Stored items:
........

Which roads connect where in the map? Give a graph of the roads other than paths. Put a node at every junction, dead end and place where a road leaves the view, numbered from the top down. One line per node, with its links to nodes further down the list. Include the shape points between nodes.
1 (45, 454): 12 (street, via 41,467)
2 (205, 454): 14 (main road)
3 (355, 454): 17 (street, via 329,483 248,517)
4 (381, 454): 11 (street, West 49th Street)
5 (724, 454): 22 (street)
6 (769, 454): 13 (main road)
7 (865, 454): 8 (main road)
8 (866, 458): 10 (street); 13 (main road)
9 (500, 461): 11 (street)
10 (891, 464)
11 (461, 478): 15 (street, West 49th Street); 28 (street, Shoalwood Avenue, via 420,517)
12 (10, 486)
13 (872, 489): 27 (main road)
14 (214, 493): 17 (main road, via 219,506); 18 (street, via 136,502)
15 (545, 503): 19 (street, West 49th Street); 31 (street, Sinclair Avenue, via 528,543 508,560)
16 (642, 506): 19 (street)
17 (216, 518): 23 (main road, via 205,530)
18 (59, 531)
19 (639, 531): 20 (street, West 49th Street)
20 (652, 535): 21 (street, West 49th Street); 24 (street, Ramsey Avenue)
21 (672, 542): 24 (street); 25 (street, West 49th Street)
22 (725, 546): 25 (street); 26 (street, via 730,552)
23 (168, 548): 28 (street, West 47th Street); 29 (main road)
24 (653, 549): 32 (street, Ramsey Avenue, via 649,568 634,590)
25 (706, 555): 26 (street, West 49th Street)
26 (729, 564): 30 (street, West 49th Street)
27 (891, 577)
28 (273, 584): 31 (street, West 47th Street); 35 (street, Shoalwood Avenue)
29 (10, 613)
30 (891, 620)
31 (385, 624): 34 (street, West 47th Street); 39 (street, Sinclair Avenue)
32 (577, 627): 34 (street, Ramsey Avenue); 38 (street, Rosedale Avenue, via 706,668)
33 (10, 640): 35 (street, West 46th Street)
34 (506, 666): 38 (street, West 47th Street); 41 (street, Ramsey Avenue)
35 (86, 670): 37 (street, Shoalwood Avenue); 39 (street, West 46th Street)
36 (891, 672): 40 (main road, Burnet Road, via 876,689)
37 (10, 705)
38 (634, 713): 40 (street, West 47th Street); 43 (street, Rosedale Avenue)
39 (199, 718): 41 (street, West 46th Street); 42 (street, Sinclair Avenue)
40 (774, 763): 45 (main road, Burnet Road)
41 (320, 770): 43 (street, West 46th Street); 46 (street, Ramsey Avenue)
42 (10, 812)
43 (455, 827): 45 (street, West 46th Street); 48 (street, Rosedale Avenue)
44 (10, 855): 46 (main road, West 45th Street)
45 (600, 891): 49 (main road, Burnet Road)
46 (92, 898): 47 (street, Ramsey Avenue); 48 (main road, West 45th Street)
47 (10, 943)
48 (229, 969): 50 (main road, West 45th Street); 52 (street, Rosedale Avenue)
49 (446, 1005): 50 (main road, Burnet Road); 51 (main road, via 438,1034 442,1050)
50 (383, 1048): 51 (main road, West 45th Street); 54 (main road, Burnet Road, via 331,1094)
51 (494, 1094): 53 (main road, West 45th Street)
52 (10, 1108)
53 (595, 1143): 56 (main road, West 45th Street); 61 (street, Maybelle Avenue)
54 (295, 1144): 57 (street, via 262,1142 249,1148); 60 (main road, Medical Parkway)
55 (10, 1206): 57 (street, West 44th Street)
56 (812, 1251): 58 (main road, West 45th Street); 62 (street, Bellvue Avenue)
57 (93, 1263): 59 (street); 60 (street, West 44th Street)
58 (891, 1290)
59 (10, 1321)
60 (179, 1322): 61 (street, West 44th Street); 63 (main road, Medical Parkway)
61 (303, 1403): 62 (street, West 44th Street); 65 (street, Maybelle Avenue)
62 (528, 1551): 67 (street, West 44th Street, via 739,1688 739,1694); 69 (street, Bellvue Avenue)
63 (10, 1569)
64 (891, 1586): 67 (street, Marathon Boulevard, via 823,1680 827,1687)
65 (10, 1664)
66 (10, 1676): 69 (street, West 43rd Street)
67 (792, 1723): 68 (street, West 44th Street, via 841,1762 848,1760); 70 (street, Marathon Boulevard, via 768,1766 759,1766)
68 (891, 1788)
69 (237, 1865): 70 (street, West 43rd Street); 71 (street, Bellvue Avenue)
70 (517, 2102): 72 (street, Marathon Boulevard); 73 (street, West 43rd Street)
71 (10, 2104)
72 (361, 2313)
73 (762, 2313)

........

▸ **REQUIRED WORK**: An exact copy of every entry is what is needed here.

▸ **REPLY**:
Which roads connect where in the map? Give a graph of the roads other than paths. Put a node at every junction, dead end and place where a road leaves the view, numbered from the top down. One line per node, with its links to nodes further down the list. Include the shape points between nodes.
1 (45, 454): 12 (street, via 41,467)
2 (205, 454): 14 (main road)
3 (355, 454): 17 (street, via 329,483 248,517)
4 (381, 454): 11 (street, West 49th Street)
5 (724, 454): 22 (street)
6 (769, 454): 13 (main road)
7 (865, 454): 8 (main road)
8 (866, 458): 10 (street); 13 (main road)
9 (500, 461): 11 (street)
10 (891, 464)
11 (461, 478): 15 (street, West 49th Street); 28 (street, Shoalwood Avenue, via 420,517)
12 (10, 486)
13 (872, 489): 27 (main road)
14 (214, 493): 17 (main road, via 219,506); 18 (street, via 136,502)
15 (545, 503): 19 (street, West 49th Street); 31 (street, Sinclair Avenue, via 528,543 508,560)
16 (642, 506): 19 (street)
17 (216, 518): 23 (main road, via 205,530)
18 (59, 531)
19 (639, 531): 20 (street, West 49th Street)
20 (652, 535): 21 (street, West 49th Street); 24 (street, Ramsey Avenue)
21 (672, 542): 24 (street); 25 (street, West 49th Street)
22 (725, 546): 25 (street); 26 (street, via 730,552)
23 (168, 548): 28 (street, West 47th Street); 29 (main road)
24 (653, 549): 32 (street, Ramsey Avenue, via 649,568 634,590)
25 (706, 555): 26 (street, West 49th Street)
26 (729, 564): 30 (street, West 49th Street)
27 (891, 577)
28 (273, 584): 31 (street, West 47th Street); 35 (street, Shoalwood Avenue)
29 (10, 613)
30 (891, 620)
31 (385, 624): 34 (street, West 47th Street); 39 (street, Sinclair Avenue)
32 (577, 627): 34 (street, Ramsey Avenue); 38 (street, Rosedale Avenue, via 706,668)
33 (10, 640): 35 (street, West 46th Street)
34 (506, 666): 38 (street, West 47th Street); 41 (street, Ramsey Avenue)
35 (86, 670): 37 (street, Shoalwood Avenue); 39 (street, West 46th Street)
36 (891, 672): 40 (main road, Burnet Road, via 876,689)
37 (10, 705)
38 (634, 713): 40 (street, West 47th Street); 43 (street, Rosedale Avenue)
39 (199, 718): 41 (street, West 46th Street); 42 (street, Sinclair Avenue)
40 (774, 763): 45 (main road, Burnet Road)
41 (320, 770): 43 (street, West 46th Street); 46 (street, Ramsey Avenue)
42 (10, 812)
43 (455, 827): 45 (street, West 46th Street); 48 (street, Rosedale Avenue)
44 (10, 855): 46 (main road, West 45th Street)
45 (600, 891): 49 (main road, Burnet Road)
46 (92, 898): 47 (street, Ramsey Avenue); 48 (main road, West 45th Street)
47 (10, 943)
48 (229, 969): 50 (main road, West 45th Street); 52 (street, Rosedale Avenue)
49 (446, 1005): 50 (main road, Burnet Road); 51 (main road, via 438,1034 442,1050)
50 (383, 1048): 51 (main road, West 45th Street); 54 (main road, Burnet Road, via 331,1094)
51 (494, 1094): 53 (main road, West 45th Street)
52 (10, 1108)
53 (595, 1143): 56 (main road, West 45th Street); 61 (street, Maybelle Avenue)
54 (295, 1144): 57 (street, via 262,1142 249,1148); 60 (main road, Medical Parkway)
55 (10, 1206): 57 (street, West 44th Street)
56 (812, 1251): 58 (main road, West 45th Street); 62 (street, Bellvue Avenue)
57 (93, 1263): 59 (street); 60 (street, West 44th Street)
58 (891, 1290)
59 (10, 1321)
60 (179, 1322): 61 (street, West 44th Street); 63 (main road, Medical Parkway)
61 (303, 1403): 62 (street, West 44th Street); 65 (street, Maybelle Avenue)
62 (528, 1551): 67 (street, West 44th Street, via 739,1688 739,1694); 69 (street, Bellvue Avenue)
63 (10, 1569)
64 (891, 1586): 67 (street, Marathon Boulevard, via 823,1680 827,1687)
65 (10, 1664)
66 (10, 1676): 69 (street, West 43rd Street)
67 (792, 1723): 68 (street, West 44th Street, via 841,1762 848,1760); 70 (street, Marathon Boulevard, via 768,1766 759,1766)
68 (891, 1788)
69 (237, 1865): 70 (street, West 43rd Street); 71 (street, Bellvue Avenue)
70 (517, 2102): 72 (street, Marathon Boulevard); 73 (street, West 43rd Street)
71 (10, 2104)
72 (361, 2313)
73 (762, 2313)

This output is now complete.